#### YOUR ASSIGNMENT:
Print all of the records. Exclude the images.

Saved entries:
-*-*-

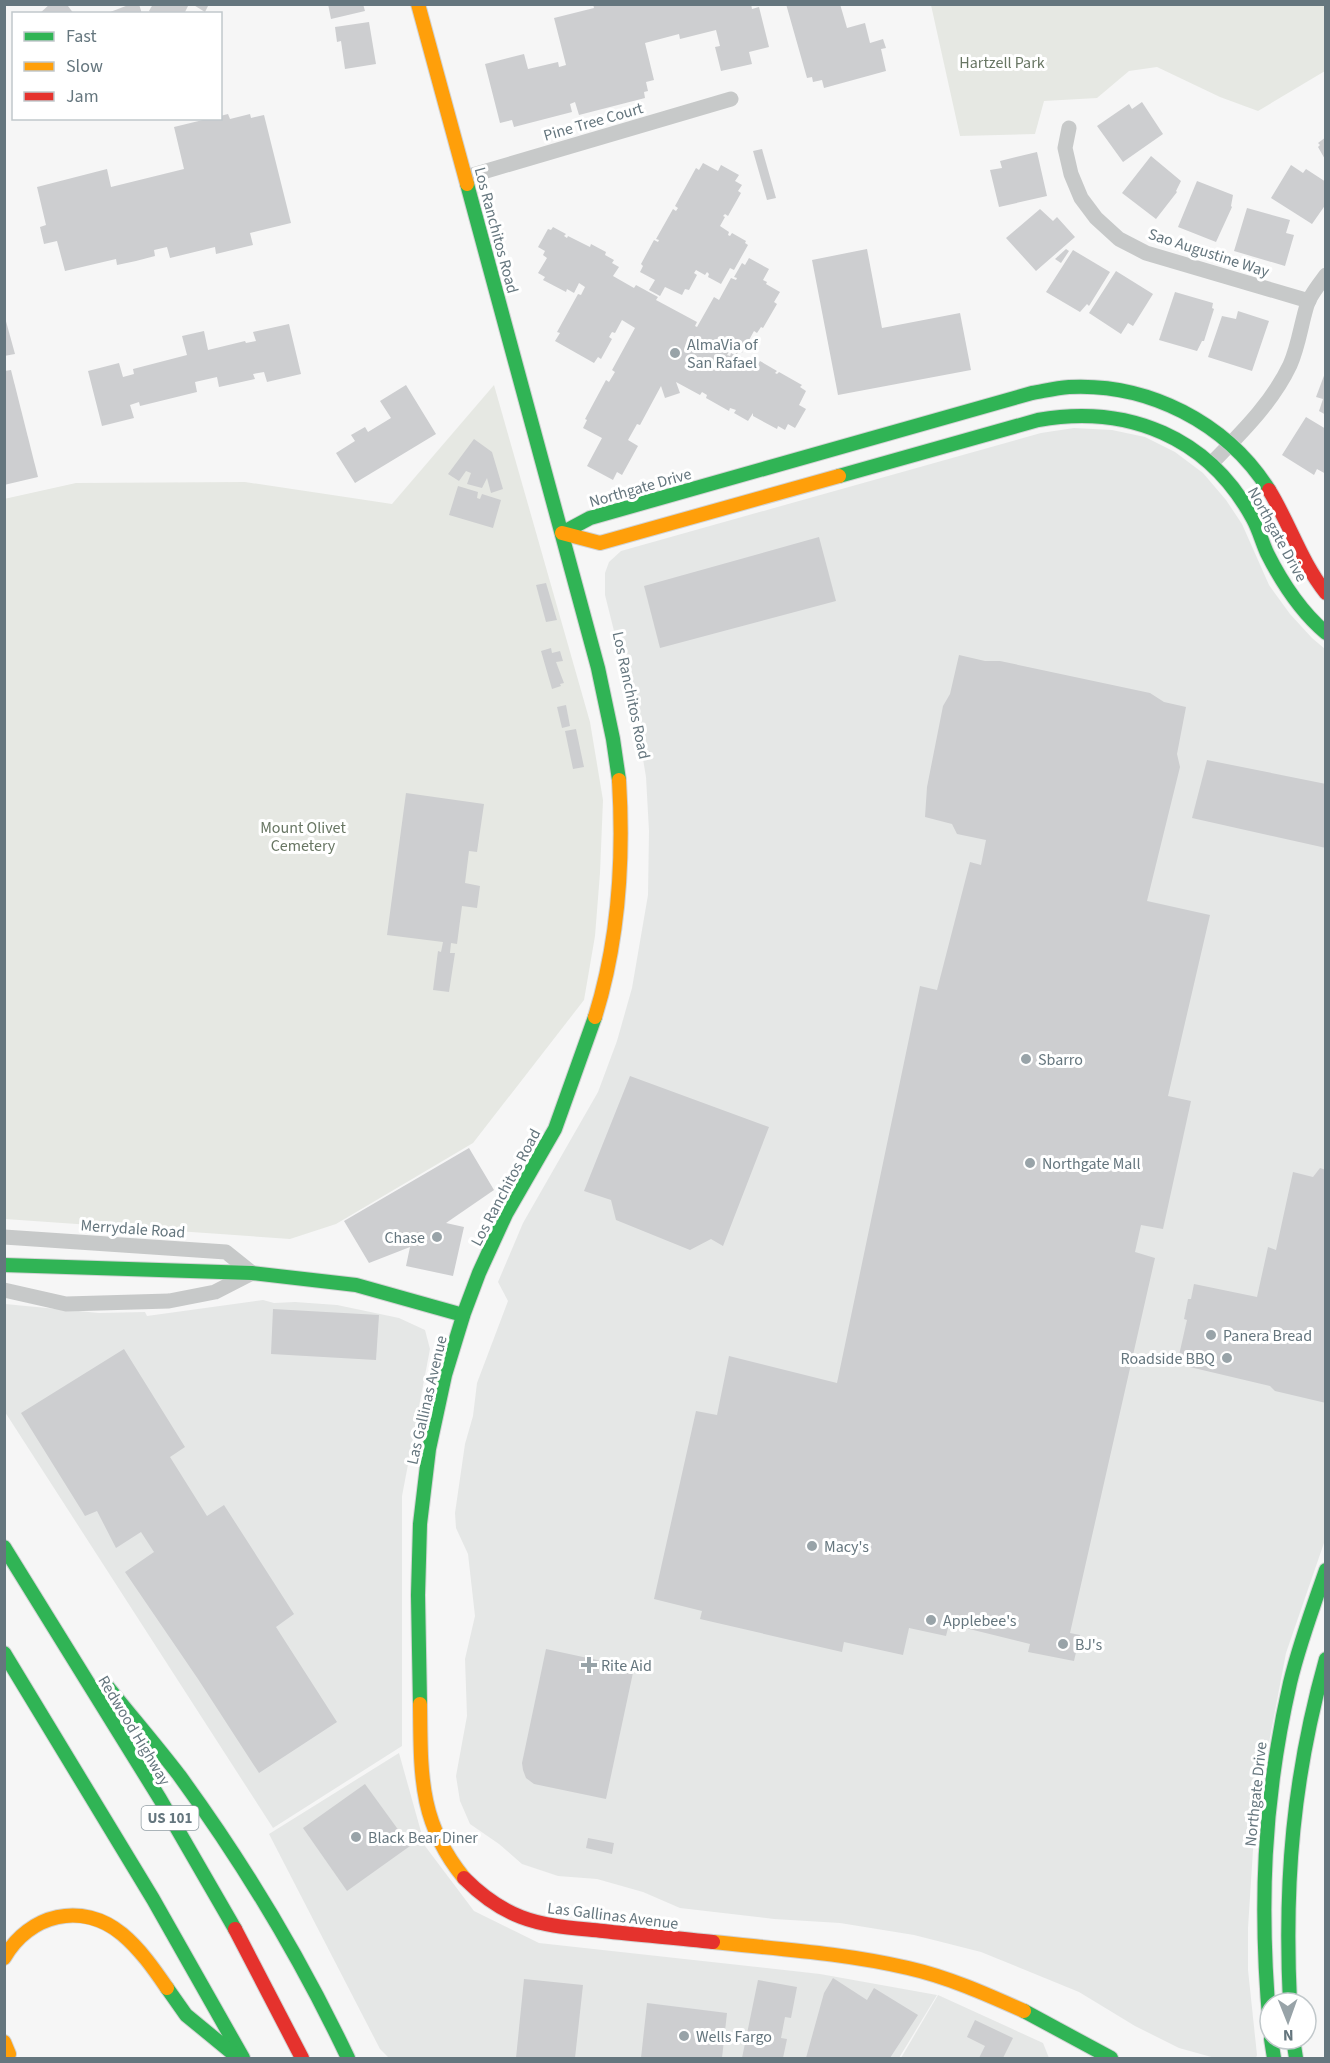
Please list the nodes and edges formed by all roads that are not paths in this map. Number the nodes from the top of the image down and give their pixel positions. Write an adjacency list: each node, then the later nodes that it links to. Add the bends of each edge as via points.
1 (418, 4): 4 (main road, Los Ranchitos Road)
2 (731, 99): 4 (street, Pine Tree Court)
3 (1069, 128): 6 (street, Sao Augustine Way, via 1065,148 1081,198 1119,239 1146,253)
4 (466, 177): 9 (main road, Los Ranchitos Road)
5 (1326, 275): 6 (street)
6 (1309, 302): 7 (street, via 1289,366 1275,392)
7 (1231, 443): 8 (street); 9 (main road, Northgate Drive, via 1196,417 1159,399 1118,389 1072,387 1032,393 590,518); 10 (main road, Northgate Drive, via 1259,475 1305,564)
8 (1212, 463): 9 (main road, Northgate Drive, via 1182,441 1150,425 1114,417 1074,415 1038,420 600,543); 11 (main road, Northgate Drive, via 1253,518 1281,578 1300,606)
9 (562, 533): 12 (main road, Los Ranchitos Road, via 585,573); 14 (main road, Los Ranchitos Road, via 611,727 622,831 622,882 606,982)
10 (1326, 593)
11 (1326, 633)
12 (613, 673)
13 (586, 1086): 14 (main road, Los Ranchitos Road)
14 (564, 1108): 19 (main road, Los Ranchitos Road, via 507,1212)
15 (4, 1237): 17 (street, Merrydale Road, via 226,1252)
16 (4, 1265): 17 (main road)
17 (252, 1273): 18 (street, via 215,1292 170,1301 66,1304); 19 (main road, via 356,1285)
18 (4, 1290)
19 (463, 1315): 31 (main road, Las Gallinas Avenue, via 431,1436 417,1577 421,1776 426,1808 438,1839 456,1868 483,1896 518,1917 557,1926 848,1956 909,1968 967,1986 1025,2011)
20 (4, 1547): 22 (main road, Redwood Highway / US 101)
21 (1326, 1570): 25 (main road, Northgate Drive, via 1297,1657)
22 (26, 1583): 30 (main road, via 186,1786 280,1928); 33 (main road, Redwood Highway / US 101, via 209,1884)
23 (4, 1653): 32 (main road, via 172,1931)
24 (1326, 1659): 26 (main road)
25 (1272, 1771): 26 (main road); 28 (main road, Northgate Drive, via 1264,1868)
26 (1298, 1778): 29 (main road, via 1288,1891)
27 (4, 1958): 32 (main road, via 22,1934 47,1920 77,1916 110,1925 136,1947 185,2014)
28 (1265, 1991)
29 (1289, 1991)
30 (353, 2054)
31 (1091, 2056): 34 (main road, Las Gallinas Avenue)
32 (241, 2058)
33 (302, 2058)
34 (1111, 2058)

-*-*-

#### SOLUTION:
Please list the nodes and edges formed by all roads that are not paths in this map. Number the nodes from the top of the image down and give their pixel positions. Write an adjacency list: each node, then the later nodes that it links to. Add the bends of each edge as via points.
1 (418, 4): 4 (main road, Los Ranchitos Road)
2 (731, 99): 4 (street, Pine Tree Court)
3 (1069, 128): 6 (street, Sao Augustine Way, via 1065,148 1081,198 1119,239 1146,253)
4 (466, 177): 9 (main road, Los Ranchitos Road)
5 (1326, 275): 6 (street)
6 (1309, 302): 7 (street, via 1289,366 1275,392)
7 (1231, 443): 8 (street); 9 (main road, Northgate Drive, via 1196,417 1159,399 1118,389 1072,387 1032,393 590,518); 10 (main road, Northgate Drive, via 1259,475 1305,564)
8 (1212, 463): 9 (main road, Northgate Drive, via 1182,441 1150,425 1114,417 1074,415 1038,420 600,543); 11 (main road, Northgate Drive, via 1253,518 1281,578 1300,606)
9 (562, 533): 12 (main road, Los Ranchitos Road, via 585,573); 14 (main road, Los Ranchitos Road, via 611,727 622,831 622,882 606,982)
10 (1326, 593)
11 (1326, 633)
12 (613, 673)
13 (586, 1086): 14 (main road, Los Ranchitos Road)
14 (564, 1108): 19 (main road, Los Ranchitos Road, via 507,1212)
15 (4, 1237): 17 (street, Merrydale Road, via 226,1252)
16 (4, 1265): 17 (main road)
17 (252, 1273): 18 (street, via 215,1292 170,1301 66,1304); 19 (main road, via 356,1285)
18 (4, 1290)
19 (463, 1315): 31 (main road, Las Gallinas Avenue, via 431,1436 417,1577 421,1776 426,1808 438,1839 456,1868 483,1896 518,1917 557,1926 848,1956 909,1968 967,1986 1025,2011)
20 (4, 1547): 22 (main road, Redwood Highway / US 101)
21 (1326, 1570): 25 (main road, Northgate Drive, via 1297,1657)
22 (26, 1583): 30 (main road, via 186,1786 280,1928); 33 (main road, Redwood Highway / US 101, via 209,1884)
23 (4, 1653): 32 (main road, via 172,1931)
24 (1326, 1659): 26 (main road)
25 (1272, 1771): 26 (main road); 28 (main road, Northgate Drive, via 1264,1868)
26 (1298, 1778): 29 (main road, via 1288,1891)
27 (4, 1958): 32 (main road, via 22,1934 47,1920 77,1916 110,1925 136,1947 185,2014)
28 (1265, 1991)
29 (1289, 1991)
30 (353, 2054)
31 (1091, 2056): 34 (main road, Las Gallinas Avenue)
32 (241, 2058)
33 (302, 2058)
34 (1111, 2058)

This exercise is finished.